> EXERCISE DETAILS: Could you copy out every line of the data where the word "Nitawill" occurs?

##########

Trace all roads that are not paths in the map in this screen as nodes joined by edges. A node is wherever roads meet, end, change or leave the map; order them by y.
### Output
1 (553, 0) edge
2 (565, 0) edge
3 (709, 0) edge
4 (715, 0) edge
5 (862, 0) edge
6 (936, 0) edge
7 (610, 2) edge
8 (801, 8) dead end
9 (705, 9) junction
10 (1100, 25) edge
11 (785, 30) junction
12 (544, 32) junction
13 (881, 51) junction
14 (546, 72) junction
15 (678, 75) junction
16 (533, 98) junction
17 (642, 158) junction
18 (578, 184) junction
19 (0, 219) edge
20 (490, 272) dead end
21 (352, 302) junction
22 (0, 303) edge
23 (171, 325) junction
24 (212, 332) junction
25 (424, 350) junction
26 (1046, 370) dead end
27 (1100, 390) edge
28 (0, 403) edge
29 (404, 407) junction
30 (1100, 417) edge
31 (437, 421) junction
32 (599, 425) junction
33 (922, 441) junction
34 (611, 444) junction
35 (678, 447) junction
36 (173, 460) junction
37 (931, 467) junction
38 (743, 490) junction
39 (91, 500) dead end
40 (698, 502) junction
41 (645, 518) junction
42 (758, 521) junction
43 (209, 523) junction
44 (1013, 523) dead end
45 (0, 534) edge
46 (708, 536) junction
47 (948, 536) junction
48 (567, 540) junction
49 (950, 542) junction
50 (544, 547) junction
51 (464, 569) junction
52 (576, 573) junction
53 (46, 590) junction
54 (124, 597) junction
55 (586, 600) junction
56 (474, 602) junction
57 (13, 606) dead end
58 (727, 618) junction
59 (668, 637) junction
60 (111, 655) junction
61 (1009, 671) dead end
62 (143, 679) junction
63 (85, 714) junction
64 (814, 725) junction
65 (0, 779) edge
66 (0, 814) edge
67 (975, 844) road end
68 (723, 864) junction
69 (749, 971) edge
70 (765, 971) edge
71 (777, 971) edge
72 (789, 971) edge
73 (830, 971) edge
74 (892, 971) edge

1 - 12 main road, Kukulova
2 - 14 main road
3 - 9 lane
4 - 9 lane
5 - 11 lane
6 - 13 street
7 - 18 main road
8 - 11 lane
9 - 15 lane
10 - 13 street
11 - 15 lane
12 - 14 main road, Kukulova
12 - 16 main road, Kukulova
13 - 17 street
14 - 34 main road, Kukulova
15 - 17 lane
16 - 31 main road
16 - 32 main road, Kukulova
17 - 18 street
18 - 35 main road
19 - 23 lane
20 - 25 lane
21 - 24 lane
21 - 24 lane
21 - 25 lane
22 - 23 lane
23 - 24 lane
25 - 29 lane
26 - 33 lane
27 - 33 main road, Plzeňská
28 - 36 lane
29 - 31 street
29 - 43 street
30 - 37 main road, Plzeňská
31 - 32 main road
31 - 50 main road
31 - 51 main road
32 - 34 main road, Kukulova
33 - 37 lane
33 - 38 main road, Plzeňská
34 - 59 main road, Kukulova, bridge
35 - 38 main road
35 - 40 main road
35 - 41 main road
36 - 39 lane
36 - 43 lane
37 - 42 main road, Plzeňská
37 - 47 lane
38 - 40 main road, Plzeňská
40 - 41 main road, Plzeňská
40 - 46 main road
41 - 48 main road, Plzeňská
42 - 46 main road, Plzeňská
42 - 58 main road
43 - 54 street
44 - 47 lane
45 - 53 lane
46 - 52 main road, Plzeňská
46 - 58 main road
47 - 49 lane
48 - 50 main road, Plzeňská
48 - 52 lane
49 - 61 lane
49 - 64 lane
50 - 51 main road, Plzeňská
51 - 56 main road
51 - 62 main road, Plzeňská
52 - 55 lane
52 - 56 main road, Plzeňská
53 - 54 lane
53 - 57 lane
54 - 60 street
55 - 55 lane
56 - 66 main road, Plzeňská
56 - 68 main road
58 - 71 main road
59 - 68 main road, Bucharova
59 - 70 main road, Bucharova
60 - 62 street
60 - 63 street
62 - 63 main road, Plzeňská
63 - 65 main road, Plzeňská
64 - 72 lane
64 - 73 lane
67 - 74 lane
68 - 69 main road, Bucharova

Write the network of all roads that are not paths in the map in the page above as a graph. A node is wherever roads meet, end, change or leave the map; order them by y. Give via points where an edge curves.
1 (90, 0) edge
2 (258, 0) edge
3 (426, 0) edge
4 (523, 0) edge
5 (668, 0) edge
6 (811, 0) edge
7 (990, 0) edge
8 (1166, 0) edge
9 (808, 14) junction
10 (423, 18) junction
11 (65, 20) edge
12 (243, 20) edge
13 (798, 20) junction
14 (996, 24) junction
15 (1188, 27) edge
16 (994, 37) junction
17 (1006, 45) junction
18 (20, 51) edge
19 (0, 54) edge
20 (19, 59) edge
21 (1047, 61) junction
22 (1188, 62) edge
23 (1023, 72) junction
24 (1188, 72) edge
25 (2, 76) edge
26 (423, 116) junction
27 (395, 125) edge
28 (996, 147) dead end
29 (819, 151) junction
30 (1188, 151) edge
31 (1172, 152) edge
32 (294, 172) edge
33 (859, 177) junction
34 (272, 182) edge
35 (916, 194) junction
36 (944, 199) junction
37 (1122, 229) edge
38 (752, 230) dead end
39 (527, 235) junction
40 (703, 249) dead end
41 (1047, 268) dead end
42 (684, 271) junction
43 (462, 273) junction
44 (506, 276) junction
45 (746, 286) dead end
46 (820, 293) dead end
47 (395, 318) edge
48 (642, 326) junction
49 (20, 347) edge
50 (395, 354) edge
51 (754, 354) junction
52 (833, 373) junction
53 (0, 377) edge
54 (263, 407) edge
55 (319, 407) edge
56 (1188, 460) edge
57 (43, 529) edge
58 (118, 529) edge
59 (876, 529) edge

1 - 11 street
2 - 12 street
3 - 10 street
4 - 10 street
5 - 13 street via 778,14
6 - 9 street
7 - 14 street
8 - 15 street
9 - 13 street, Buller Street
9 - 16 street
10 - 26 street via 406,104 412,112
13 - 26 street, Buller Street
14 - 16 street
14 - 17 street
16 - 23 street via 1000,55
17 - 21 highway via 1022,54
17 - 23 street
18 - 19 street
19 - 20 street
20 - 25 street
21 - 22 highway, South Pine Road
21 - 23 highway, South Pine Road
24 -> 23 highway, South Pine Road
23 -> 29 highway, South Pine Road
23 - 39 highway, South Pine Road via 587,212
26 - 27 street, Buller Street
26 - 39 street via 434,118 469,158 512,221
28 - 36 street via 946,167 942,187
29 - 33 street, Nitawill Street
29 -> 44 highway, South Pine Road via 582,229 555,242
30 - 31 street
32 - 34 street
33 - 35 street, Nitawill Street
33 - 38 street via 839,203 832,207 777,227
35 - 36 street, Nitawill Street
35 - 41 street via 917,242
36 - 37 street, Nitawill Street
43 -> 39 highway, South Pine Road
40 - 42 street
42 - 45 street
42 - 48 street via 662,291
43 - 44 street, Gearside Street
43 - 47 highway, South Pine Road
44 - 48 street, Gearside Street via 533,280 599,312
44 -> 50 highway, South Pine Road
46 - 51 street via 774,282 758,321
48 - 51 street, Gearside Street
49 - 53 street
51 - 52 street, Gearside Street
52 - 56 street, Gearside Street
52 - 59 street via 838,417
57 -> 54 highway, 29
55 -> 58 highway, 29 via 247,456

##########

> COMPLETED EXERCISE:
29 - 33 street, Nitawill Street
33 - 35 street, Nitawill Street
35 - 36 street, Nitawill Street
36 - 37 street, Nitawill Street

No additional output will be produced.